[Stored data]
*** Begin section ***
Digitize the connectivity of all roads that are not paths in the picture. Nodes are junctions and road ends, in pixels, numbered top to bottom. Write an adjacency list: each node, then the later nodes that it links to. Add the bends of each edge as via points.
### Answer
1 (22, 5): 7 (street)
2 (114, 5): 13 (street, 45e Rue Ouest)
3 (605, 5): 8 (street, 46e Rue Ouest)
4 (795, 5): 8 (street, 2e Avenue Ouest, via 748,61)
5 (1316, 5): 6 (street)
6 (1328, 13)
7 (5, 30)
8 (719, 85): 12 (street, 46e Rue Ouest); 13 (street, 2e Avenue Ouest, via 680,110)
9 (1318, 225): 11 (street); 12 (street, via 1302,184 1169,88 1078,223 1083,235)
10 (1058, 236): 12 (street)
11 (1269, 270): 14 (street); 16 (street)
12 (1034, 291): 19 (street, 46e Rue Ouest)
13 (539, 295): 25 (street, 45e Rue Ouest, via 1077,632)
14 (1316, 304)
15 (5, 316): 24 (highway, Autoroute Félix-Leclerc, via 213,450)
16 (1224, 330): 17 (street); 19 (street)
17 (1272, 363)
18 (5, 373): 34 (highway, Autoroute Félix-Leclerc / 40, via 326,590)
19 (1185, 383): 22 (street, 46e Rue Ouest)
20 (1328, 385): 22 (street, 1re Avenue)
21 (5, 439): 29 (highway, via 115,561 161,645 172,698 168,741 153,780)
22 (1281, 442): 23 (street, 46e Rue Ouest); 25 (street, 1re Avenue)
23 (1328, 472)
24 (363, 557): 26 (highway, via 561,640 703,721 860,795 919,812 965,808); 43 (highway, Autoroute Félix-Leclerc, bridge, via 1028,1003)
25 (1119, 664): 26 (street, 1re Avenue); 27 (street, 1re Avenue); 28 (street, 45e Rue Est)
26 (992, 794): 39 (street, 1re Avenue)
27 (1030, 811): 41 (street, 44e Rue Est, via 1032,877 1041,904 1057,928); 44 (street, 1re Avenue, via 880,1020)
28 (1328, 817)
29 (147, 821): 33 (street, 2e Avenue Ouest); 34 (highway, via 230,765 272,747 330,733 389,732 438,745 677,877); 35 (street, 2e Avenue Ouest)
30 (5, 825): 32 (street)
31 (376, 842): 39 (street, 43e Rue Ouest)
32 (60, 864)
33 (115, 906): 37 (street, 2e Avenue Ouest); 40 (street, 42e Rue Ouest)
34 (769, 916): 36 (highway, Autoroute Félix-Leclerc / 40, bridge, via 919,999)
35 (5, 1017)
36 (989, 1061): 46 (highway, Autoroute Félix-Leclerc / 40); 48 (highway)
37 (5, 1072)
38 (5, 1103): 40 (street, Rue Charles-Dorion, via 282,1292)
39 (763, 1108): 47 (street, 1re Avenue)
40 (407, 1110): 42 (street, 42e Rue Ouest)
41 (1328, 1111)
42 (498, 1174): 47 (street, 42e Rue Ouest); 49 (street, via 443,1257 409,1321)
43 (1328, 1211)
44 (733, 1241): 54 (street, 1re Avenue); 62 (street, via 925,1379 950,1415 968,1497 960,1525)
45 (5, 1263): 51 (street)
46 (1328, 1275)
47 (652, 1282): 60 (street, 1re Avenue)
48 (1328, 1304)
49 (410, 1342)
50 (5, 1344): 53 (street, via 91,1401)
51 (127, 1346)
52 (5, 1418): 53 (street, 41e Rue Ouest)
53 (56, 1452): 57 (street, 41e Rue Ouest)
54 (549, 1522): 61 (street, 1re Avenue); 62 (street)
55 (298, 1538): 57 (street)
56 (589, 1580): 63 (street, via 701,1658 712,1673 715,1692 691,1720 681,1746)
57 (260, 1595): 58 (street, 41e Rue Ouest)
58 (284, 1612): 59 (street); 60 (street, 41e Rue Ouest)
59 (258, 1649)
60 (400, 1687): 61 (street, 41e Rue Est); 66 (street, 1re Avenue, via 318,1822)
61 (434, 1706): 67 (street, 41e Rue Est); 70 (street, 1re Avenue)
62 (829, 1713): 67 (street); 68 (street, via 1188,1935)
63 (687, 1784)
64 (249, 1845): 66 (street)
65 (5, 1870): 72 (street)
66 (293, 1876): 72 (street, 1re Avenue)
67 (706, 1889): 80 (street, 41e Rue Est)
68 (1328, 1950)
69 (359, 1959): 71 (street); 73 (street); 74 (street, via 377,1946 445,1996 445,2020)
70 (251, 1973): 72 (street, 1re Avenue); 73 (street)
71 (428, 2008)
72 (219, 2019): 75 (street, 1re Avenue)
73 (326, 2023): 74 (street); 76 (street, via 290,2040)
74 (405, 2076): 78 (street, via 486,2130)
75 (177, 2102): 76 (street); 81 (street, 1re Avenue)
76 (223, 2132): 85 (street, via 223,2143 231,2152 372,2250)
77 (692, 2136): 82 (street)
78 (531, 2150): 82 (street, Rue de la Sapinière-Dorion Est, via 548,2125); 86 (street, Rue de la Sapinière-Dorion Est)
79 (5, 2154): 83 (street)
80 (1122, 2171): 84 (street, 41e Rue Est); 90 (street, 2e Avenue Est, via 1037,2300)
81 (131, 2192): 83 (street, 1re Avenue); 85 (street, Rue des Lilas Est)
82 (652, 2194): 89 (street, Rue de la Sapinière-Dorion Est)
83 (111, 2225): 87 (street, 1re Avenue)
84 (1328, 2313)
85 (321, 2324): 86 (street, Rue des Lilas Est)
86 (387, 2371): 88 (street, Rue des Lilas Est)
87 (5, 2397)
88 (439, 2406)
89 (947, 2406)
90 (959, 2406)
*** End section ***
TASK STATEMENT
Reproduce the records word for word.

WRITTEN ANSWER
Digitize the connectivity of all roads that are not paths in the picture. Nodes are junctions and road ends, in pixels, numbered top to bottom. Write an adjacency list: each node, then the later nodes that it links to. Add the bends of each edge as via points.
### Answer
1 (22, 5): 7 (street)
2 (114, 5): 13 (street, 45e Rue Ouest)
3 (605, 5): 8 (street, 46e Rue Ouest)
4 (795, 5): 8 (street, 2e Avenue Ouest, via 748,61)
5 (1316, 5): 6 (street)
6 (1328, 13)
7 (5, 30)
8 (719, 85): 12 (street, 46e Rue Ouest); 13 (street, 2e Avenue Ouest, via 680,110)
9 (1318, 225): 11 (street); 12 (street, via 1302,184 1169,88 1078,223 1083,235)
10 (1058, 236): 12 (street)
11 (1269, 270): 14 (street); 16 (street)
12 (1034, 291): 19 (street, 46e Rue Ouest)
13 (539, 295): 25 (street, 45e Rue Ouest, via 1077,632)
14 (1316, 304)
15 (5, 316): 24 (highway, Autoroute Félix-Leclerc, via 213,450)
16 (1224, 330): 17 (street); 19 (street)
17 (1272, 363)
18 (5, 373): 34 (highway, Autoroute Félix-Leclerc / 40, via 326,590)
19 (1185, 383): 22 (street, 46e Rue Ouest)
20 (1328, 385): 22 (street, 1re Avenue)
21 (5, 439): 29 (highway, via 115,561 161,645 172,698 168,741 153,780)
22 (1281, 442): 23 (street, 46e Rue Ouest); 25 (street, 1re Avenue)
23 (1328, 472)
24 (363, 557): 26 (highway, via 561,640 703,721 860,795 919,812 965,808); 43 (highway, Autoroute Félix-Leclerc, bridge, via 1028,1003)
25 (1119, 664): 26 (street, 1re Avenue); 27 (street, 1re Avenue); 28 (street, 45e Rue Est)
26 (992, 794): 39 (street, 1re Avenue)
27 (1030, 811): 41 (street, 44e Rue Est, via 1032,877 1041,904 1057,928); 44 (street, 1re Avenue, via 880,1020)
28 (1328, 817)
29 (147, 821): 33 (street, 2e Avenue Ouest); 34 (highway, via 230,765 272,747 330,733 389,732 438,745 677,877); 35 (street, 2e Avenue Ouest)
30 (5, 825): 32 (street)
31 (376, 842): 39 (street, 43e Rue Ouest)
32 (60, 864)
33 (115, 906): 37 (street, 2e Avenue Ouest); 40 (street, 42e Rue Ouest)
34 (769, 916): 36 (highway, Autoroute Félix-Leclerc / 40, bridge, via 919,999)
35 (5, 1017)
36 (989, 1061): 46 (highway, Autoroute Félix-Leclerc / 40); 48 (highway)
37 (5, 1072)
38 (5, 1103): 40 (street, Rue Charles-Dorion, via 282,1292)
39 (763, 1108): 47 (street, 1re Avenue)
40 (407, 1110): 42 (street, 42e Rue Ouest)
41 (1328, 1111)
42 (498, 1174): 47 (street, 42e Rue Ouest); 49 (street, via 443,1257 409,1321)
43 (1328, 1211)
44 (733, 1241): 54 (street, 1re Avenue); 62 (street, via 925,1379 950,1415 968,1497 960,1525)
45 (5, 1263): 51 (street)
46 (1328, 1275)
47 (652, 1282): 60 (street, 1re Avenue)
48 (1328, 1304)
49 (410, 1342)
50 (5, 1344): 53 (street, via 91,1401)
51 (127, 1346)
52 (5, 1418): 53 (street, 41e Rue Ouest)
53 (56, 1452): 57 (street, 41e Rue Ouest)
54 (549, 1522): 61 (street, 1re Avenue); 62 (street)
55 (298, 1538): 57 (street)
56 (589, 1580): 63 (street, via 701,1658 712,1673 715,1692 691,1720 681,1746)
57 (260, 1595): 58 (street, 41e Rue Ouest)
58 (284, 1612): 59 (street); 60 (street, 41e Rue Ouest)
59 (258, 1649)
60 (400, 1687): 61 (street, 41e Rue Est); 66 (street, 1re Avenue, via 318,1822)
61 (434, 1706): 67 (street, 41e Rue Est); 70 (street, 1re Avenue)
62 (829, 1713): 67 (street); 68 (street, via 1188,1935)
63 (687, 1784)
64 (249, 1845): 66 (street)
65 (5, 1870): 72 (street)
66 (293, 1876): 72 (street, 1re Avenue)
67 (706, 1889): 80 (street, 41e Rue Est)
68 (1328, 1950)
69 (359, 1959): 71 (street); 73 (street); 74 (street, via 377,1946 445,1996 445,2020)
70 (251, 1973): 72 (street, 1re Avenue); 73 (street)
71 (428, 2008)
72 (219, 2019): 75 (street, 1re Avenue)
73 (326, 2023): 74 (street); 76 (street, via 290,2040)
74 (405, 2076): 78 (street, via 486,2130)
75 (177, 2102): 76 (street); 81 (street, 1re Avenue)
76 (223, 2132): 85 (street, via 223,2143 231,2152 372,2250)
77 (692, 2136): 82 (street)
78 (531, 2150): 82 (street, Rue de la Sapinière-Dorion Est, via 548,2125); 86 (street, Rue de la Sapinière-Dorion Est)
79 (5, 2154): 83 (street)
80 (1122, 2171): 84 (street, 41e Rue Est); 90 (street, 2e Avenue Est, via 1037,2300)
81 (131, 2192): 83 (street, 1re Avenue); 85 (street, Rue des Lilas Est)
82 (652, 2194): 89 (street, Rue de la Sapinière-Dorion Est)
83 (111, 2225): 87 (street, 1re Avenue)
84 (1328, 2313)
85 (321, 2324): 86 (street, Rue des Lilas Est)
86 (387, 2371): 88 (street, Rue des Lilas Est)
87 (5, 2397)
88 (439, 2406)
89 (947, 2406)
90 (959, 2406)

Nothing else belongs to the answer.